Nationally, state and federal authorities say they've spent $168 million to track and eradicate the beetle, a pest native to China, Korea and Japan and first discovered in New York City in 1996. To date, the shared government efforts have proven unsuccessful, with new discoveries of the beetle as recently as 11 months ago in New Jersey and now in Sacramento. The discovery in Sacramento, renowned for its extensive hardwood tree canopy, follows the beetle's destructive path in the eastern United States, infesting 6,239 trees in New York City neighborhoods, including Central Park, 630 in several New Jersey cities and 1,553 in the Chicago area.
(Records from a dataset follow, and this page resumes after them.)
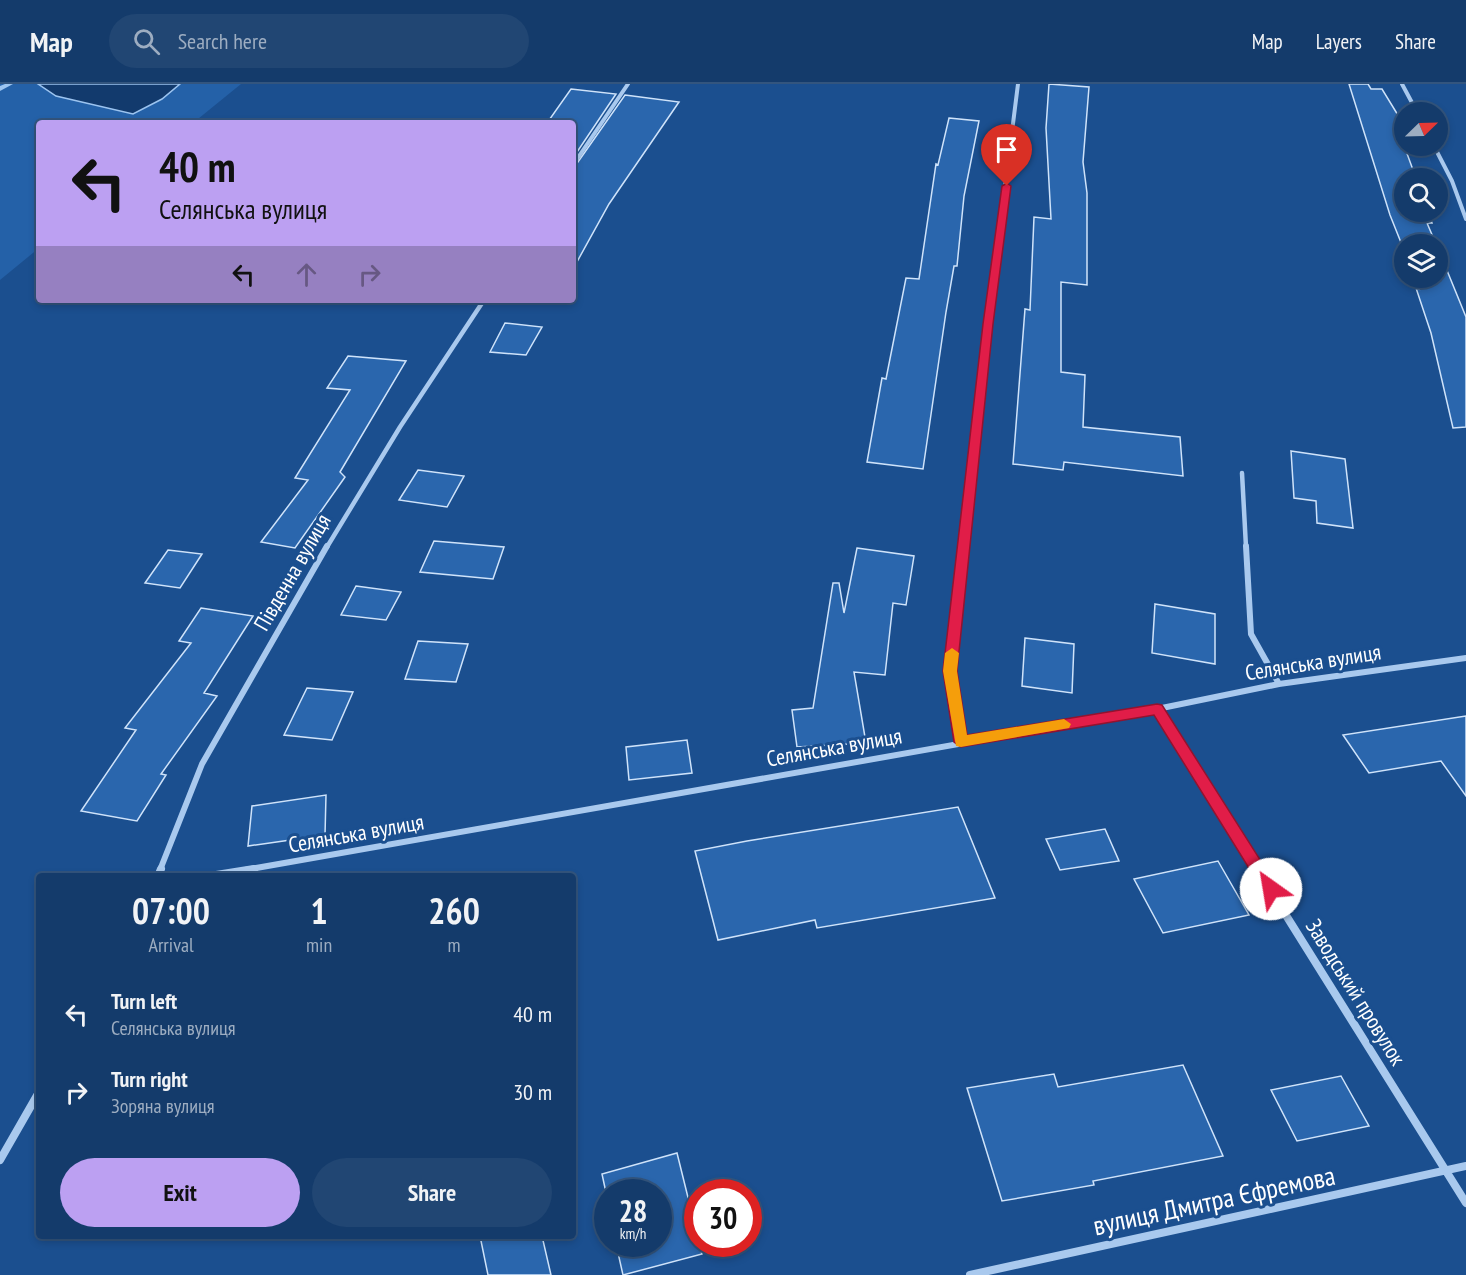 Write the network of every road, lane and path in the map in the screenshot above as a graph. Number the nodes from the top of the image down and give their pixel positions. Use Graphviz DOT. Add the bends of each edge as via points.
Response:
graph roads {
  1 [pos="628,84"];
  2 [pos="1018,84"];
  3 [pos="1402,84"];
  4 [pos="1412,102"];
  5 [pos="1439,156"];
  6 [pos="576,161"];
  7 [pos="1466,219"];
  8 [pos="482,303"];
  9 [pos="1242,473"];
  10 [pos="1466,658"];
  11 [pos="1279,684"];
  12 [pos="1157,709"];
  13 [pos="961,742"];
  14 [pos="159,873"];
  15 [pos="228,873"];
  16 [pos="36,1097"];
  17 [pos="0,1160"];
  18 [pos="1466,1166"];
  19 [pos="1447,1170"];
  20 [pos="1466,1203"];
  21 [pos="970,1275"];
  1 -- 6 [label="street"];
  2 -- 13 [label="street" via="950,671"];
  3 -- 4 [label="street"];
  5 -- 7 [label="street"];
  8 -- 14 [label="street, Південна вулиця" via="369,477 202,764"];
  9 -- 11 [label="street" via="1251,634"];
  10 -- 11 [label="street, Селянська вулиця"];
  11 -- 12 [label="street, Селянська вулиця"];
  12 -- 13 [label="street, Селянська вулиця"];
  12 -- 19 [label="street, Заводський провулок"];
  13 -- 15 [label="street, Селянська вулиця"];
  16 -- 17 [label="street"];
  18 -- 19 [label="street, вулиця Дмитра Єфремова"];
  19 -- 20 [label="street, Заводський провулок"];
  19 -- 21 [label="street, вулиця Дмитра Єфремова"];
}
Thousands of those trees have been removed, the federal government reported.
Warehouse officials immediately notified the CDFA after discovering the beetle and researching it on the Internet. Workers saw at least two beetle outside the warehouse, Minyard said Wednesday.
Sacramento Agricultural Commissioner Frank Carl said the county quickly fumigated the warehouse, which is at the corner of Dean Street and Lang Avenue.
Carl said he was confident fumigation killed beetles in the pallets, "but we don't know how many might have gotten out the door before fumigation took place."
Chinese shipments of the pallets with stone building materials were also sent to warehouses in Lancaster and San Marcos and later distributed to 93 additional locations in the state, said CDFA spokesman Steve Lyle. But no beetles have been found elsewhere, he said.
The pest is harmless to animals and humans but kills trees when larvae burrow deep within them to feed on food and water conducting vessels. The feeding eventually kills the tree's life-sustaining cambial layer while the beetles then burrow out of the tree as mature adults.
Female Asian longhorned beetles can lay up to 20 eggs during their one-year lifespan, Lubinski said.
Among possible treatment options in Sacramento, Minyard said, are soil or tree injections of an imidacloprid insecticide. "We've made no decision about whether to do this or not," he said.
Federal agricultural authorities have ruled that all wooden packaging materials
imported to the United States after Sept. 16 must be heated or treated with
methyl bromide to eliminate the Asian longhorned beetle.